**WORK INSTRUCTIONS**
Which lines in the records below contain the word "numbered"? Return each of them.

+++ DATA SECTION

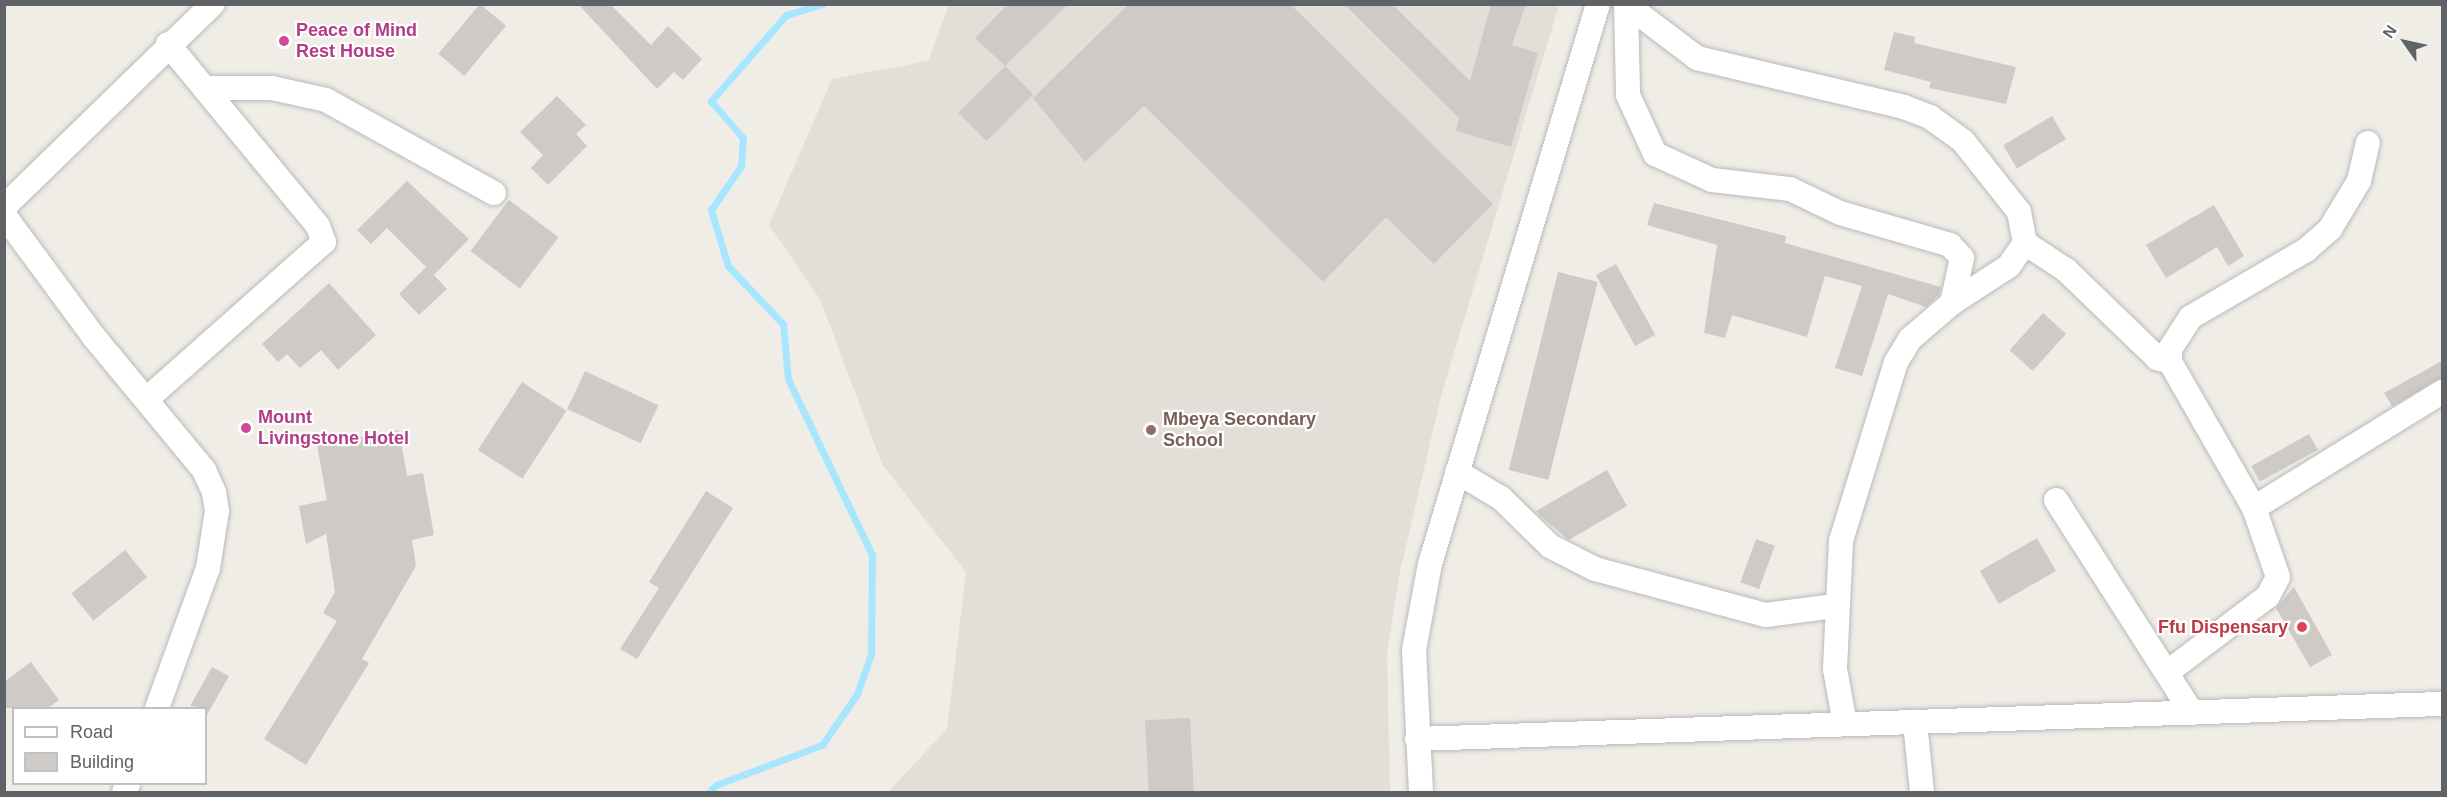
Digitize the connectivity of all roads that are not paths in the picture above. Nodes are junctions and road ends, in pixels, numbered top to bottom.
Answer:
1 (213, 4) edge
2 (1598, 4) edge
3 (1633, 5) edge
4 (168, 44) junction
5 (205, 88) junction
6 (2368, 143) dead end
7 (494, 193) dead end
8 (4, 207) edge
9 (4, 215) edge
10 (2025, 243) junction
11 (1952, 303) junction
12 (2170, 362) junction
13 (2442, 392) edge
14 (148, 398) junction
15 (1457, 472) junction
16 (2056, 500) dead end
17 (2254, 508) junction
18 (1834, 606) junction
19 (2169, 671) junction
20 (2442, 704) edge
21 (157, 707) edge
22 (2192, 713) junction
23 (1915, 722) junction
24 (1845, 724) junction
25 (1417, 739) junction
26 (1421, 792) edge
27 (1922, 792) edge

1 - 4 street
2 - 15 street
3 - 10 street
3 - 11 street
4 - 5 street
4 - 8 street
5 - 7 street
5 - 14 street
6 - 12 street
9 - 14 street
10 - 11 street
10 - 12 street
11 - 18 street
12 - 17 street
13 - 17 street
14 - 21 street
15 - 18 street
15 - 25 street
16 - 19 street
17 - 19 street
18 - 24 street
19 - 22 street
20 - 22 street
22 - 23 street
23 - 24 street
23 - 27 street
24 - 25 street
25 - 26 street

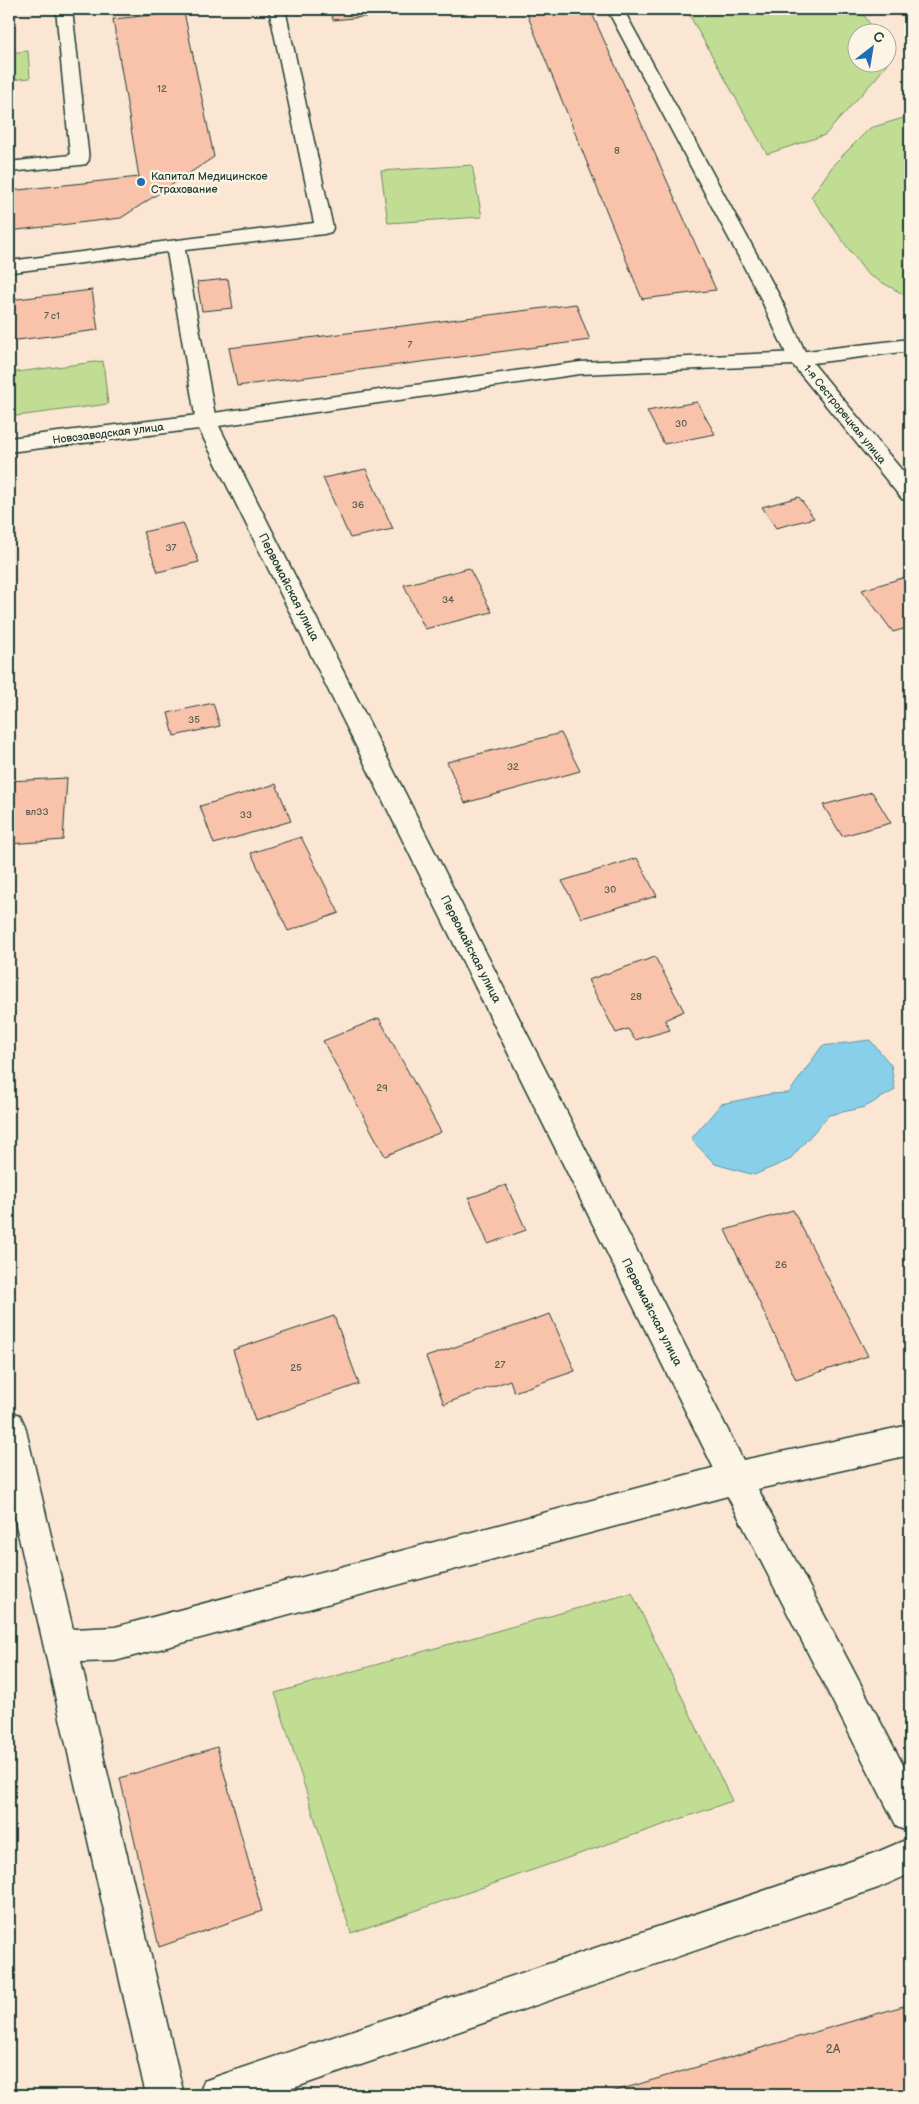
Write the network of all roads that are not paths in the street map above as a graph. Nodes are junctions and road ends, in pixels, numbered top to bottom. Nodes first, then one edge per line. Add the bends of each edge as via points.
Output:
1 (64, 9) edge
2 (277, 9) edge
3 (615, 9) edge
4 (9, 167) edge
5 (175, 245) junction
6 (13, 266) dead end
7 (910, 344) edge
8 (798, 358) junction
9 (206, 421) junction
10 (9, 445) edge
11 (910, 494) edge
12 (9, 1426) edge
13 (910, 1440) edge
14 (735, 1478) junction
15 (60, 1646) junction
16 (910, 1814) edge
17 (910, 1856) edge
18 (165, 2095) edge
19 (218, 2095) edge

1 - 4 street via 80,160
2 - 5 street via 324,228
3 - 8 street, 1-я Сестрорецкая улица via 770,297
5 - 6 street
5 - 9 street, Первомайская улица
7 - 8 street, Новозаводская улица
8 - 9 street, Новозаводская улица via 580,368
8 - 11 street, 1-я Сестрорецкая улица
9 - 10 street, Новозаводская улица
9 - 14 street, Первомайская улица
12 - 15 street
13 - 14 street
14 - 15 street via 116,1644
14 - 16 street, Первомайская улица
15 - 18 street
17 - 19 street via 878,1870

++++++

**TASK RESPONSE**
Digitize the connectivity of all roads that are not paths in the picture above. Nodes are junctions and road ends, in pixels, numbered top to bottom.
Write the network of all roads that are not paths in the street map above as a graph. Nodes are junctions and road ends, in pixels, numbered top to bottom. Nodes first, then one edge per line. Add the bends of each edge as via points.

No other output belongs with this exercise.